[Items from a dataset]
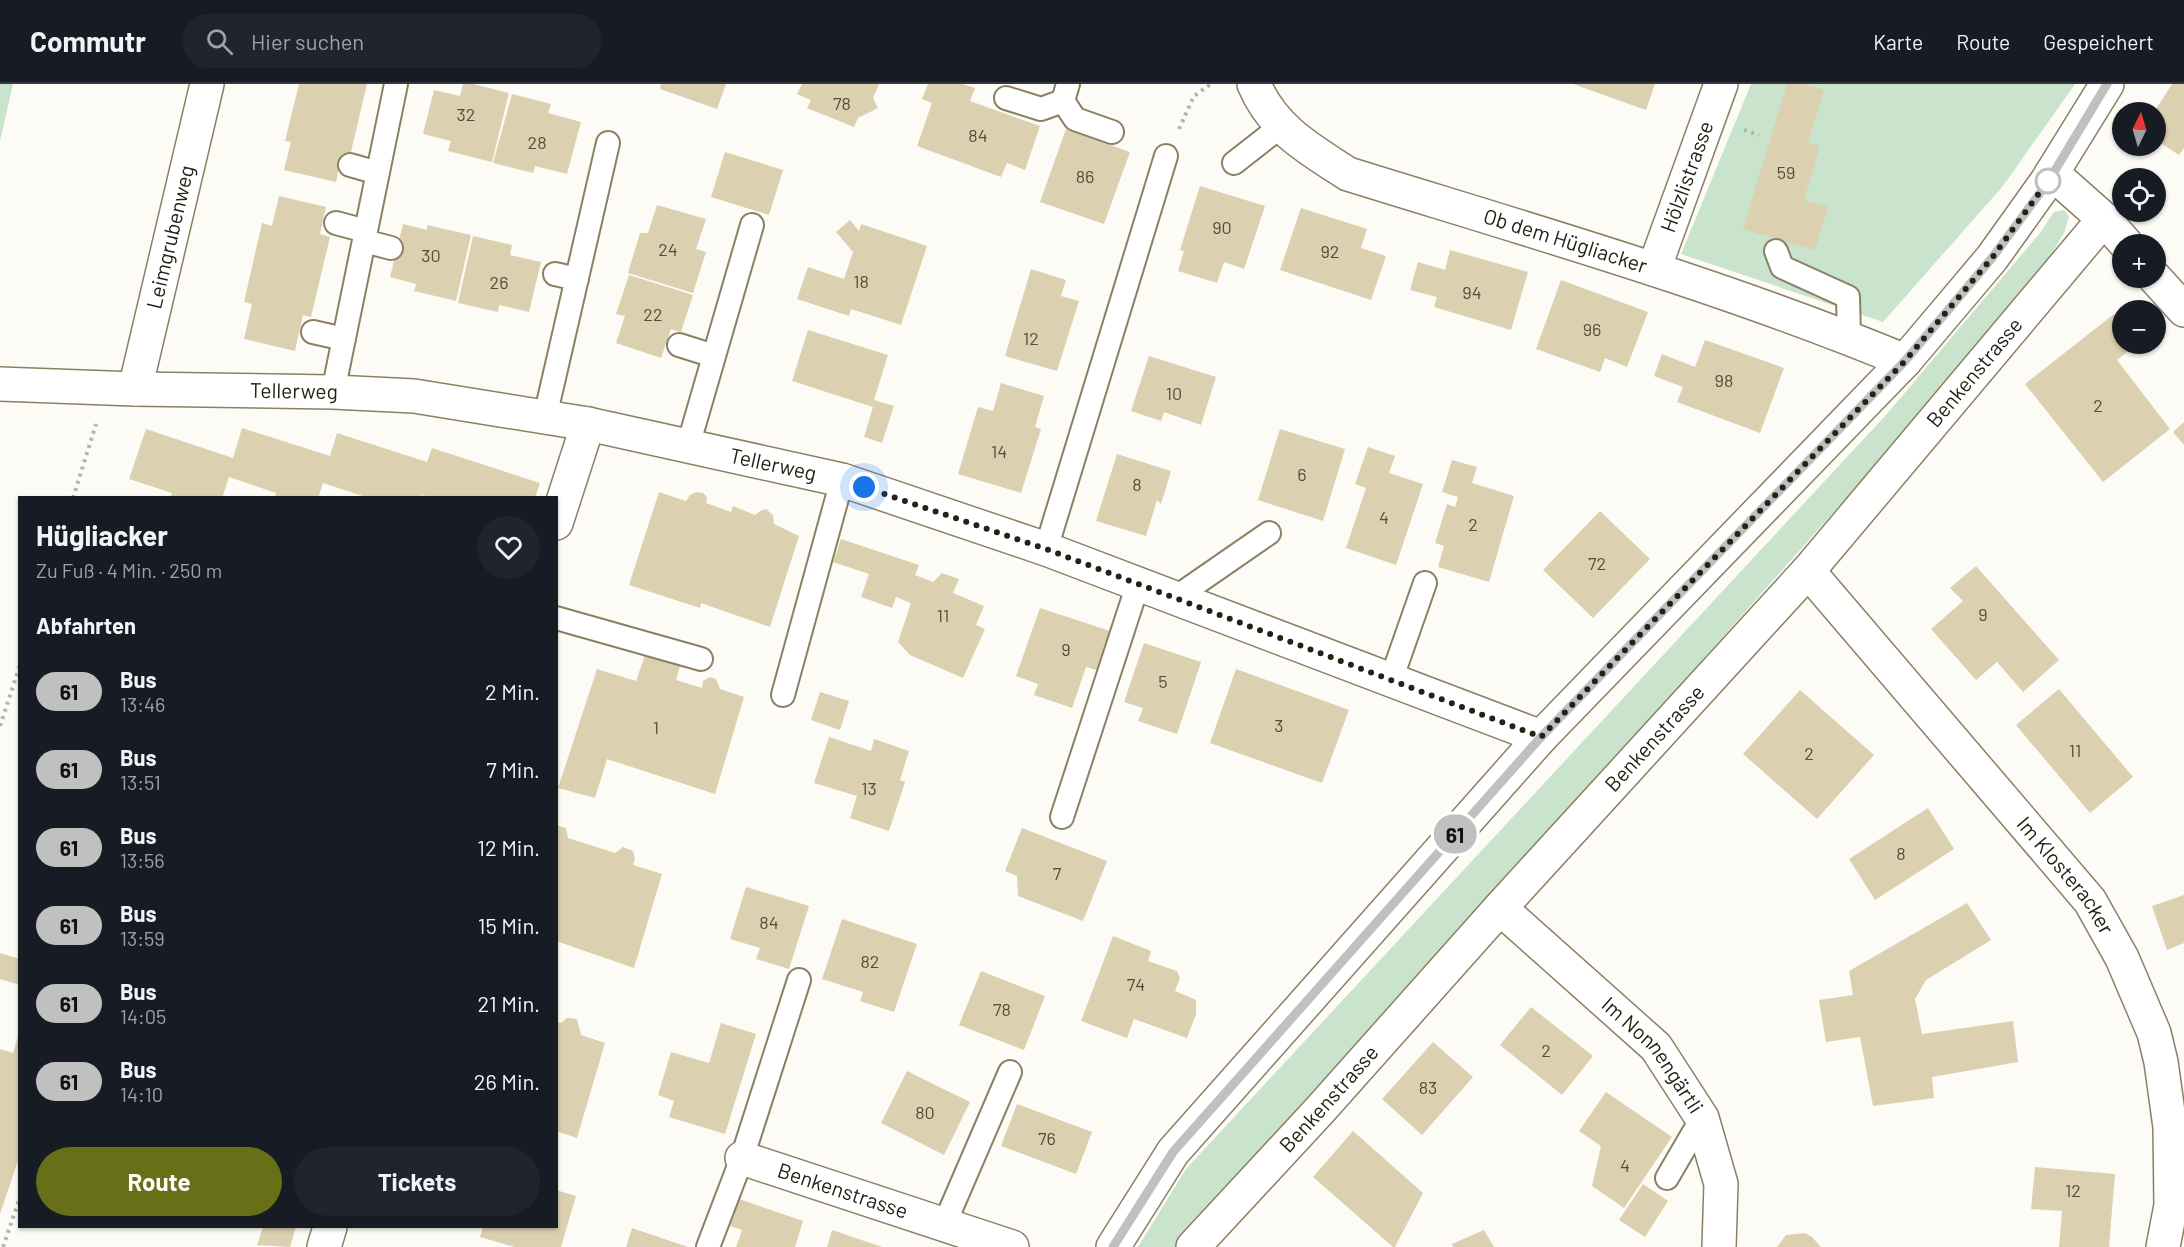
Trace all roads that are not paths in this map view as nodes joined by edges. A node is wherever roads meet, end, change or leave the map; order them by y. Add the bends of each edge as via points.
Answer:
1 (207, 84) edge
2 (396, 84) edge
3 (1254, 84) edge
4 (1721, 84) edge
5 (2107, 84) edge
6 (1066, 92) edge
7 (1006, 98) dead end
8 (1280, 127) junction
9 (1112, 132) dead end
10 (608, 143) dead end
11 (1166, 156) road end
12 (1234, 163) dead end
13 (350, 165) dead end
14 (378, 173) junction
15 (2052, 173) junction
16 (2104, 219) junction
17 (336, 223) dead end
18 (752, 225) dead end
19 (2117, 234) edge
20 (365, 236) junction
21 (391, 248) dead end
22 (1776, 250) dead end
23 (1654, 270) junction
24 (2164, 288) edge
25 (2184, 310) edge
26 (313, 332) dead end
27 (1849, 338) junction
28 (344, 339) junction
29 (679, 345) dead end
30 (714, 356) junction
31 (1905, 361) junction
32 (0, 384) edge
33 (122, 389) junction
34 (333, 392) junction
35 (545, 417) junction
36 (588, 424) junction
37 (688, 446) junction
38 (842, 480) junction
39 (558, 517) edge
40 (1269, 533) dead end
41 (1046, 549) junction
42 (1808, 571) junction
43 (1425, 583) dead end
44 (1138, 584) junction
45 (1174, 598) junction
46 (558, 619) edge
47 (701, 659) dead end
48 (1391, 680) junction
49 (783, 695) dead end
50 (1541, 737) junction
51 (1062, 817) dead end
52 (1500, 908) junction
53 (799, 980) dead end
54 (1010, 1072) dead end
55 (1702, 1118) junction
56 (2177, 1126) edge
57 (742, 1158) junction
58 (1667, 1178) dead end
59 (944, 1225) junction
60 (330, 1228) edge
61 (324, 1247) edge
62 (708, 1247) edge
63 (1012, 1247) edge
64 (1113, 1247) edge
65 (1193, 1247) edge
66 (1719, 1247) edge
67 (2163, 1247) edge

1 - 33 street, Leimgrubenweg
2 - 14 lane
3 - 8 street, Ob dem Hügliacker
4 - 23 street, Hölzlistrasse
5 - 15 street
6 - 7 lane via 1041,109
6 - 9 lane via 1075,119
8 - 12 lane
8 - 23 street, Ob dem Hügliacker via 1348,174
10 - 35 lane via 566,277
11 - 41 lane
13 - 14 lane
14 - 20 lane
15 - 16 street
15 - 31 street via 1992,258
16 - 19 street
16 - 42 street, Benkenstrasse
17 - 20 lane
18 - 30 lane
20 - 21 lane
20 - 28 lane
22 - 27 lane via 1782,267 1848,297
23 - 27 street, Ob dem Hügliacker
24 - 25 street
26 - 28 lane
27 - 31 street, Ob dem Hügliacker
28 - 34 lane
29 - 30 lane
30 - 37 lane
31 - 50 street
32 - 33 street, Tellerweg
33 - 34 street, Tellerweg
34 - 35 street, Tellerweg via 414,396
35 - 36 street, Tellerweg
36 - 37 street, Tellerweg
36 - 39 street
37 - 38 street, Tellerweg
38 - 41 street, Tellerweg
38 - 49 lane
40 - 45 lane
41 - 44 street, Tellerweg
42 - 52 street, Benkenstrasse
42 - 56 street, Im Klosteracker via 2090,901 2122,958 2154,1033
43 - 48 lane
44 - 45 street, Tellerweg
44 - 51 lane
45 - 48 street, Tellerweg
46 - 47 lane
48 - 50 street, Tellerweg
50 - 64 street via 1173,1152
52 - 55 street, Im Nonnengärtli via 1656,1047
52 - 65 street, Benkenstrasse
53 - 57 lane
54 - 59 lane
55 - 58 lane
55 - 66 street, Im Nonnengärtli via 1721,1184
56 - 67 street, Im Klosteracker via 2171,1205
57 - 59 street, Benkenstrasse
57 - 62 lane
59 - 63 street, Benkenstrasse
60 - 61 street

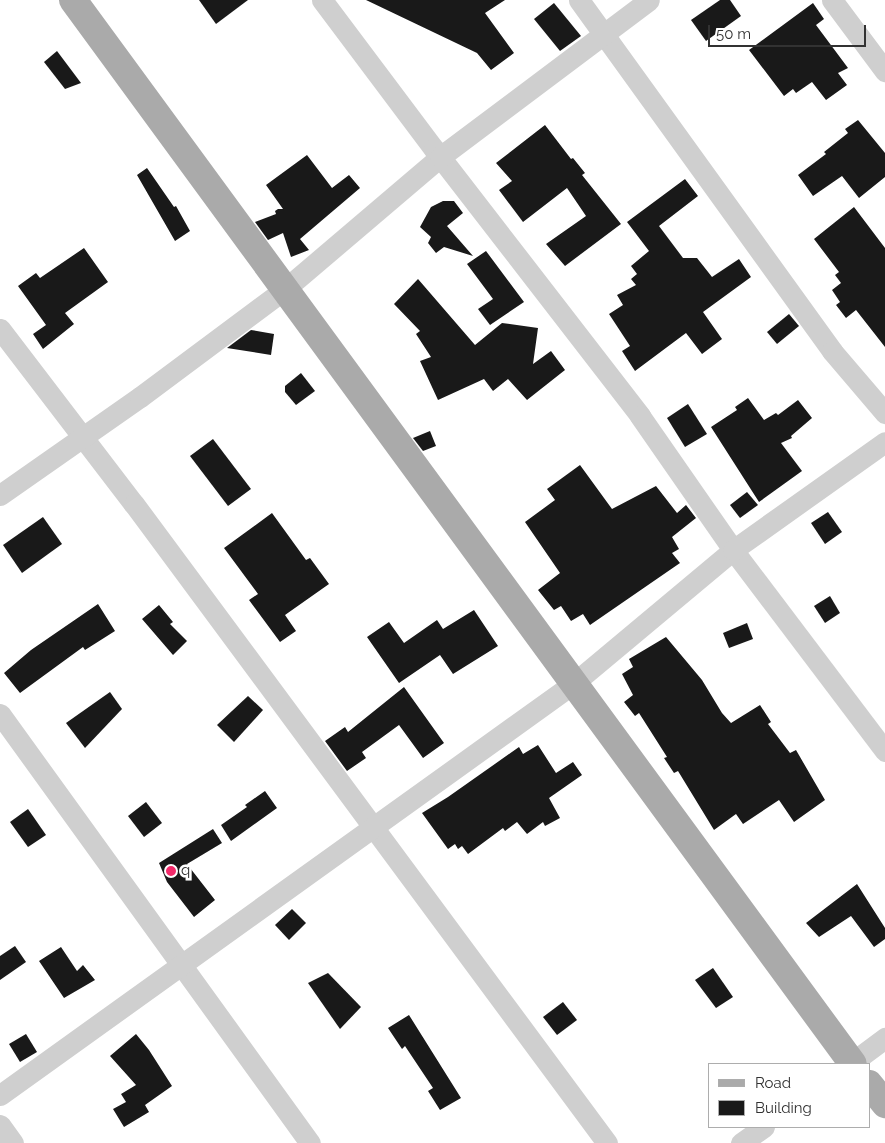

* **ACTION ITEM**:
In the entries above, some lines may contain the string "Hügliacker"; report how many, without additional comment.

* **ANSWER FOR THE TASK**:
4